▼▼▼
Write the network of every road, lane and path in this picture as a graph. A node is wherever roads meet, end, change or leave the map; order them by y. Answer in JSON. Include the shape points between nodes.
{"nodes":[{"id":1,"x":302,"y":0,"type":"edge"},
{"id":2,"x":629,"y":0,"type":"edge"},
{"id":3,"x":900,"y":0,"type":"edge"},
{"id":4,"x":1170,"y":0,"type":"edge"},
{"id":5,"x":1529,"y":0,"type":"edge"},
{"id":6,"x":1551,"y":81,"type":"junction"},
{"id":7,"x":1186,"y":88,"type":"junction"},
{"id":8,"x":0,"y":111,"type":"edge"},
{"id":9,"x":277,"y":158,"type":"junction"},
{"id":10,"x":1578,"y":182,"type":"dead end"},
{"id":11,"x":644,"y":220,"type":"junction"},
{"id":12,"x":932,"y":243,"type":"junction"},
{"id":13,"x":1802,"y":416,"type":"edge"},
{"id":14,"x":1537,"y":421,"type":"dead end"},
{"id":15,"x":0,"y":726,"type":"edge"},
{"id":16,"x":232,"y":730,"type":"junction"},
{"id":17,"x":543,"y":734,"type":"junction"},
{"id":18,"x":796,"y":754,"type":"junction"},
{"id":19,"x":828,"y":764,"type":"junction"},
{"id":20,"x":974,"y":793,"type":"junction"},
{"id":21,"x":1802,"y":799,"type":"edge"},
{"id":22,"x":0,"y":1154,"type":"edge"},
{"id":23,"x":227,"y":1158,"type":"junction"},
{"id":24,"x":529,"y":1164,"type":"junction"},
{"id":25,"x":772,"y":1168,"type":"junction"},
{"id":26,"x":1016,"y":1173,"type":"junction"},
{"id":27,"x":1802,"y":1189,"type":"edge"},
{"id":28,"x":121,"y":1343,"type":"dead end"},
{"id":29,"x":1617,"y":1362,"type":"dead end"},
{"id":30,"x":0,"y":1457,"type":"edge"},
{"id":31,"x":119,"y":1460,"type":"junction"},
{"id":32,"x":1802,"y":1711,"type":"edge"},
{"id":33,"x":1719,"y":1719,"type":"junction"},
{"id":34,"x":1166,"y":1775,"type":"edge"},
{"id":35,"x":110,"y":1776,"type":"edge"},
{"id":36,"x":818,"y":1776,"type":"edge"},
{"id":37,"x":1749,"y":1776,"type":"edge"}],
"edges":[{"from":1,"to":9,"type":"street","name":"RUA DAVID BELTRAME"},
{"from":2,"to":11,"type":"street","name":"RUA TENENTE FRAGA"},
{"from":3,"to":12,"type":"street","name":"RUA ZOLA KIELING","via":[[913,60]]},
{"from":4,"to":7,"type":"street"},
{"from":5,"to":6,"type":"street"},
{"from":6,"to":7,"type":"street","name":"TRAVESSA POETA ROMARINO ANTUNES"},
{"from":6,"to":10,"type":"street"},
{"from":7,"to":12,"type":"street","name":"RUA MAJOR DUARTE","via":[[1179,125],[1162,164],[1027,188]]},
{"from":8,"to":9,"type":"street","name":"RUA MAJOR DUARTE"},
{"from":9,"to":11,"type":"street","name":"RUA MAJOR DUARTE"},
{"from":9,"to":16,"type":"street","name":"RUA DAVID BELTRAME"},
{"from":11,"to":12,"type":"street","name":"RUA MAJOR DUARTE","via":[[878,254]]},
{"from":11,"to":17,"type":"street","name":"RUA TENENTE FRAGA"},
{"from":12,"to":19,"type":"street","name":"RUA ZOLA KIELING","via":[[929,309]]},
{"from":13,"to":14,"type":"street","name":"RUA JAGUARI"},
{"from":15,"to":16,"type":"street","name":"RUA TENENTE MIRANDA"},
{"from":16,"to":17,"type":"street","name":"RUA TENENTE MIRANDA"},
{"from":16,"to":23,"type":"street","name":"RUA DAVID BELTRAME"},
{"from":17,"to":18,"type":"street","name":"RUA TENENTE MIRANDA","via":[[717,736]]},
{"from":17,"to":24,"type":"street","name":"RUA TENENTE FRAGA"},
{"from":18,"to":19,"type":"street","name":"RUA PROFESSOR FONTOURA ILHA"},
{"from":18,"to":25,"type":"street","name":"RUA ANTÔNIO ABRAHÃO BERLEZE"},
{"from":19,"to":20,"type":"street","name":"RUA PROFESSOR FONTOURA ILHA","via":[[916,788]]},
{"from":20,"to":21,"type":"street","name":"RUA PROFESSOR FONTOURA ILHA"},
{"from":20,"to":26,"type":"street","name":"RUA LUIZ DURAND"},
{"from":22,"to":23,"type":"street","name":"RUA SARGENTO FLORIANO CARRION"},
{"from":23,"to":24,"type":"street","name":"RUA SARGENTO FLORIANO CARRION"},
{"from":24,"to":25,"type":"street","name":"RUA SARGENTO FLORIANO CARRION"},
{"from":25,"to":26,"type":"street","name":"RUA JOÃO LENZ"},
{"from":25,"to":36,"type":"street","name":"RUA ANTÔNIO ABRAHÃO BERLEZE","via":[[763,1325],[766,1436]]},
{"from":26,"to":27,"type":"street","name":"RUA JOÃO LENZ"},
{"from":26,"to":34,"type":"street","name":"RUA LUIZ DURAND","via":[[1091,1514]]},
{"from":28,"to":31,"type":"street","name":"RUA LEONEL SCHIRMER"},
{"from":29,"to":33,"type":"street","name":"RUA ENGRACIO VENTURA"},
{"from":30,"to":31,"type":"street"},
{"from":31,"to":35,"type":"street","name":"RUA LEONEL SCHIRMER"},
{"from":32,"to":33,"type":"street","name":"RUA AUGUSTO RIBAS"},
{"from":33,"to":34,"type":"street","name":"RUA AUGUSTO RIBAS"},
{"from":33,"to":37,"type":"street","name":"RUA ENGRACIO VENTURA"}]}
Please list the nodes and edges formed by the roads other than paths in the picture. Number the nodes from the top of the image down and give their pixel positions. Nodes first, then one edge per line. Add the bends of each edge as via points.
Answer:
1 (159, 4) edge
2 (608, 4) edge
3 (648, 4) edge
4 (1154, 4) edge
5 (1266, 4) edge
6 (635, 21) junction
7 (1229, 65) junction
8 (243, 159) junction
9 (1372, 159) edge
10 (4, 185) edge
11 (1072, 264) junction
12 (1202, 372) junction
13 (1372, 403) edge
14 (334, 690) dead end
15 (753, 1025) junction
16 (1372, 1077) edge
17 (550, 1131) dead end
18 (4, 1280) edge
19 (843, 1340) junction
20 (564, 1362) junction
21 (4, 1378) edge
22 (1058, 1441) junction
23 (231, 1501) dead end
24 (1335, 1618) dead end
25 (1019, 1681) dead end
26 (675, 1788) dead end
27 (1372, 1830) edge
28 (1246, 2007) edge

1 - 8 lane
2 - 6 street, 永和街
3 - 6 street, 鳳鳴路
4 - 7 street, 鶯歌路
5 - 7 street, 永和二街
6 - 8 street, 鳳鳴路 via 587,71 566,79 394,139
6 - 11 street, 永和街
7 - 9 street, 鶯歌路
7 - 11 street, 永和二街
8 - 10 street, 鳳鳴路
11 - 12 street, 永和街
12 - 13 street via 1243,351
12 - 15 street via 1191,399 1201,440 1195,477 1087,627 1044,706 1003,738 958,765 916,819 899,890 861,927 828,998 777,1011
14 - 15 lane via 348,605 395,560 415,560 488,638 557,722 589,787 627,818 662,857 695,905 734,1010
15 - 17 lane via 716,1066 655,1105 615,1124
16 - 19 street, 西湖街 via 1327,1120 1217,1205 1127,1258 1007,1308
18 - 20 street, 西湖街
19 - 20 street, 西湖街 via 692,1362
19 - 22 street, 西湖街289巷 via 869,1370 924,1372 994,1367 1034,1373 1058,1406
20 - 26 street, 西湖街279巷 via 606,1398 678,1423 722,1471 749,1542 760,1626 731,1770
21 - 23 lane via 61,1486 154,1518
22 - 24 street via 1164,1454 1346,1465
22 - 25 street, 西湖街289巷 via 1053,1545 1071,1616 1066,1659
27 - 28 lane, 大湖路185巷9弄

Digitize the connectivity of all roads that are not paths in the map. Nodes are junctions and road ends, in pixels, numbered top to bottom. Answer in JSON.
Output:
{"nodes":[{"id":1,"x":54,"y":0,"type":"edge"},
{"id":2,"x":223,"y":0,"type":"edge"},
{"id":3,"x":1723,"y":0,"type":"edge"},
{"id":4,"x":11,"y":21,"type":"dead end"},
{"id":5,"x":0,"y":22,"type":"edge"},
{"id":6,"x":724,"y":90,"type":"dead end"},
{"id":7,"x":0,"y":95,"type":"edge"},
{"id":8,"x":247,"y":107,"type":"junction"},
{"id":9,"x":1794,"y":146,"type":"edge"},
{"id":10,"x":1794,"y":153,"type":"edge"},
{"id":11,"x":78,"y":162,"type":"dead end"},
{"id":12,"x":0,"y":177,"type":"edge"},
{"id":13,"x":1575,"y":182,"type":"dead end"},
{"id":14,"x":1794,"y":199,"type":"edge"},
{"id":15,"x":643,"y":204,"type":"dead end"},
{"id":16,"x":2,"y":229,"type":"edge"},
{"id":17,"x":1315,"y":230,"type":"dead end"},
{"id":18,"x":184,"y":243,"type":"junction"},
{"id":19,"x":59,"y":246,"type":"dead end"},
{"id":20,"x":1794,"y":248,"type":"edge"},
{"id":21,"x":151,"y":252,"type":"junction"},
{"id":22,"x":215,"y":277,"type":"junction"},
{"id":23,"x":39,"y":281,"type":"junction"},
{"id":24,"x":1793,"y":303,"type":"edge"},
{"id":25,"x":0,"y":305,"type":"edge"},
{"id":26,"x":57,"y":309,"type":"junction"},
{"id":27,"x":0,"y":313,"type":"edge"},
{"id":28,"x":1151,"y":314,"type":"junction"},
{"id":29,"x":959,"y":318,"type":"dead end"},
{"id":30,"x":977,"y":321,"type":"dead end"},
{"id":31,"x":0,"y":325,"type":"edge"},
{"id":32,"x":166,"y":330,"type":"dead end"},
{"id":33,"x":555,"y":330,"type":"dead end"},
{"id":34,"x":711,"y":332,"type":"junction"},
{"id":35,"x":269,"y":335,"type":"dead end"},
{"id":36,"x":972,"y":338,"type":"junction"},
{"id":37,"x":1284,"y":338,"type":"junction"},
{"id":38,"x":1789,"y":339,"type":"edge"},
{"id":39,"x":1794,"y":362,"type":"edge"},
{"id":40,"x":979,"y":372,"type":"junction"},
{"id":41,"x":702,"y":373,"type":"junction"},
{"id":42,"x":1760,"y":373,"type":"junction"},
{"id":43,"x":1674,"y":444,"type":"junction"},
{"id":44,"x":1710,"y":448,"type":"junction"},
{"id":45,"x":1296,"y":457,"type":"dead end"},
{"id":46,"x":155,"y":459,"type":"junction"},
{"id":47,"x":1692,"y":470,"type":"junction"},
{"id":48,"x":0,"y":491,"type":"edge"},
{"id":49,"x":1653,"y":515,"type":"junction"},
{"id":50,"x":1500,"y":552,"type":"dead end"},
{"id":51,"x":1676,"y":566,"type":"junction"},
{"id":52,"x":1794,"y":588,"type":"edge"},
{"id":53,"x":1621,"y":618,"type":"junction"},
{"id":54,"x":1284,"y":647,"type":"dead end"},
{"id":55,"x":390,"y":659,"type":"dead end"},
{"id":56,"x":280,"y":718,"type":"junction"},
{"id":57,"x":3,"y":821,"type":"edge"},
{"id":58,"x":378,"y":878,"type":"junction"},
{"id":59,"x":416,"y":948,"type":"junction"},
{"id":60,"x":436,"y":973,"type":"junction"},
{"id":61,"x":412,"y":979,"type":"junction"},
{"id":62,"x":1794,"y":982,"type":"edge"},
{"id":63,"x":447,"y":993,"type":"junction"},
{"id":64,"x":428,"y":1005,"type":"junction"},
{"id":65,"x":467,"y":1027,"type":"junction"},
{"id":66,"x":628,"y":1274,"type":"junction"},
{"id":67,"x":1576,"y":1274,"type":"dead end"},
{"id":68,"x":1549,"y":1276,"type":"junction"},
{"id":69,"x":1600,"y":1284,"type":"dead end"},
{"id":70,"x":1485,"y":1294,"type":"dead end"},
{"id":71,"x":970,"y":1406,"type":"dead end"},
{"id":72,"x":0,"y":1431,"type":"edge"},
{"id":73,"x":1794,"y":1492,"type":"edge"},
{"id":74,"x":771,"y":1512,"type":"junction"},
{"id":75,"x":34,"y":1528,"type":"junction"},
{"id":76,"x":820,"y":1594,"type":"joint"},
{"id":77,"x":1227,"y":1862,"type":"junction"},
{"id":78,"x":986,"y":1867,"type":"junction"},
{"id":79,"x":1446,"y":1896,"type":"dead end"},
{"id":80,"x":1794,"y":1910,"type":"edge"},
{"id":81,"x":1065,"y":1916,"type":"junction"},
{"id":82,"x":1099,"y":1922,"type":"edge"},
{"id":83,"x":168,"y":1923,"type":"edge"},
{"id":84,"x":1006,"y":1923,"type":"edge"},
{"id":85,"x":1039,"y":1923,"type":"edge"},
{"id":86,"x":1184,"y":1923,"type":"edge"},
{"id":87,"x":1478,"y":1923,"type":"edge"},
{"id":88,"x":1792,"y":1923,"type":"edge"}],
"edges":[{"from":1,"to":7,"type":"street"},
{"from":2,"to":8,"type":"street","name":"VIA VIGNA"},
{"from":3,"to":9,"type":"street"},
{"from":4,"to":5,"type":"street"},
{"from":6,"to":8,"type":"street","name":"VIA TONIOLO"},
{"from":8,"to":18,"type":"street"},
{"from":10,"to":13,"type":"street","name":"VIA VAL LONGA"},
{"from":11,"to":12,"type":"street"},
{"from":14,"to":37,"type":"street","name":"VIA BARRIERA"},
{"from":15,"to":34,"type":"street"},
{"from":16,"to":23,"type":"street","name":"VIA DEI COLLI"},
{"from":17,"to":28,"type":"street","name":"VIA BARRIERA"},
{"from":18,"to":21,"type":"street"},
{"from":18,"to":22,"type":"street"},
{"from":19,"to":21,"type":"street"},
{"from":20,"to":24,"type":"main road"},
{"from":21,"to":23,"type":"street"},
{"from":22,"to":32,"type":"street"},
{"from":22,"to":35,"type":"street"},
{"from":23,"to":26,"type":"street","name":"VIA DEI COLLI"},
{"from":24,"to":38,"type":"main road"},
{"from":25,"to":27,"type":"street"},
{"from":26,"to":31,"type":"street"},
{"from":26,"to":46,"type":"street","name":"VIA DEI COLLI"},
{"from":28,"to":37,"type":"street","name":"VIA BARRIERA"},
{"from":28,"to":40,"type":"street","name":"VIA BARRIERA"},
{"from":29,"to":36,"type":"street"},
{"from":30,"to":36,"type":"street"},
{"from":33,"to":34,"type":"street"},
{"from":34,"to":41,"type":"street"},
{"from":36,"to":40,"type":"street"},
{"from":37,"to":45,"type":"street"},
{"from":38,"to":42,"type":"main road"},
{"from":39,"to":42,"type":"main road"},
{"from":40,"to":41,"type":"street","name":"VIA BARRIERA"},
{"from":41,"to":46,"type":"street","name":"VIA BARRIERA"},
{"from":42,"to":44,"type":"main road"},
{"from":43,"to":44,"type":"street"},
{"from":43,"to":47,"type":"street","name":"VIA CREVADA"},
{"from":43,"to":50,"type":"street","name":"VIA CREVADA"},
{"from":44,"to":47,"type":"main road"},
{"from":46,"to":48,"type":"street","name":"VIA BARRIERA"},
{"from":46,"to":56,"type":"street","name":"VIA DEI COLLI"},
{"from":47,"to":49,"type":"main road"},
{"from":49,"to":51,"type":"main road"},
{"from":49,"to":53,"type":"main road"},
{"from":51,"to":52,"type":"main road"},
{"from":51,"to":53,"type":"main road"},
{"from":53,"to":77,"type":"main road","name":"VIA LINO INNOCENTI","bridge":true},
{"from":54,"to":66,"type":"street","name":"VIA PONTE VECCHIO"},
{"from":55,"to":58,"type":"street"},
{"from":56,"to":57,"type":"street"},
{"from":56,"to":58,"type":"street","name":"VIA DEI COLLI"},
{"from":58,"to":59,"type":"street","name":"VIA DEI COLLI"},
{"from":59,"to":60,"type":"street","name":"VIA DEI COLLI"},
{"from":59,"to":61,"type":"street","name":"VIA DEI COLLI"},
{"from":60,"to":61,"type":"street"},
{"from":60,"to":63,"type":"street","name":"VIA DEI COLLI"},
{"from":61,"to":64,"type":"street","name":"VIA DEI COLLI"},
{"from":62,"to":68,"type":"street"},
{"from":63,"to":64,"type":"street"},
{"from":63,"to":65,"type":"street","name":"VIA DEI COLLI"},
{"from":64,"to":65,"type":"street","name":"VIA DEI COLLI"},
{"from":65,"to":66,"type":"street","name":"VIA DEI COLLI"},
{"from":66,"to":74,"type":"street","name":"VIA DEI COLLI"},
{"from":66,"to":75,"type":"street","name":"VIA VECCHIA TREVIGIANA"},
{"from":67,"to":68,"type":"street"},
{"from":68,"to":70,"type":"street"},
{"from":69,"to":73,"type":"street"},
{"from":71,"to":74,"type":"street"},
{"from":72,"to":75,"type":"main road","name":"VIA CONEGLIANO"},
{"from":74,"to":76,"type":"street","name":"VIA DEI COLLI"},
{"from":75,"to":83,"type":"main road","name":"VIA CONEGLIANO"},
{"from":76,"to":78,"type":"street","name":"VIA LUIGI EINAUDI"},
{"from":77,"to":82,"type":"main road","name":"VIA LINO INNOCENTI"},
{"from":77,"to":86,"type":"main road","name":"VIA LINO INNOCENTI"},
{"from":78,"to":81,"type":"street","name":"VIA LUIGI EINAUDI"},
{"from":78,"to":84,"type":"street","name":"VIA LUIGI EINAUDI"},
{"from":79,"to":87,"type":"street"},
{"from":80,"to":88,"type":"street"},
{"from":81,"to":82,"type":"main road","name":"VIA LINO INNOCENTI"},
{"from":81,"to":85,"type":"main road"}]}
▲▲▲
Activity: Give the total number of lines in the entries that contain the word "CONEGLIANO", with no other words.

Solution for this problem: 2